*RECORDED DATA*
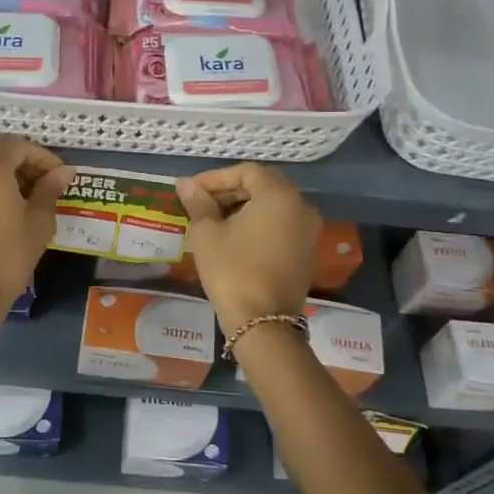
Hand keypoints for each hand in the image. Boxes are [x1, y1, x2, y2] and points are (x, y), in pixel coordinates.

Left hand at [0, 134, 73, 311]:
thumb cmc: (7, 258)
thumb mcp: (38, 222)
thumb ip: (49, 189)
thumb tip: (63, 171)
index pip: (20, 146)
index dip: (44, 158)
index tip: (60, 176)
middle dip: (22, 161)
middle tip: (44, 183)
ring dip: (3, 171)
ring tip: (25, 196)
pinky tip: (1, 206)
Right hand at [175, 163, 321, 331]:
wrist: (263, 322)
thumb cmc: (232, 271)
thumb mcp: (207, 234)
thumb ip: (198, 202)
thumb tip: (185, 184)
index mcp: (279, 196)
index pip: (246, 171)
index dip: (216, 178)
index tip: (192, 191)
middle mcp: (301, 207)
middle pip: (263, 186)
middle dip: (229, 191)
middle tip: (200, 205)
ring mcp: (308, 230)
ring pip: (273, 206)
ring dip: (243, 207)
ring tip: (213, 221)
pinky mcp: (307, 251)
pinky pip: (281, 225)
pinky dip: (259, 224)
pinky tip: (234, 238)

*BRIEF*
Write out exactly the final stretch of the listing above, beginning at the line that contains "middle tip: (200, 205)" and ending at its last line, with nothing added.

*TASK SOLUTION*
middle tip: (200, 205)
ring mcp: (308, 230)
ring pip: (273, 206)
ring dip: (243, 207)
ring tip: (213, 221)
pinky mcp: (307, 251)
pinky pip: (281, 225)
pinky dip: (259, 224)
pinky tip: (234, 238)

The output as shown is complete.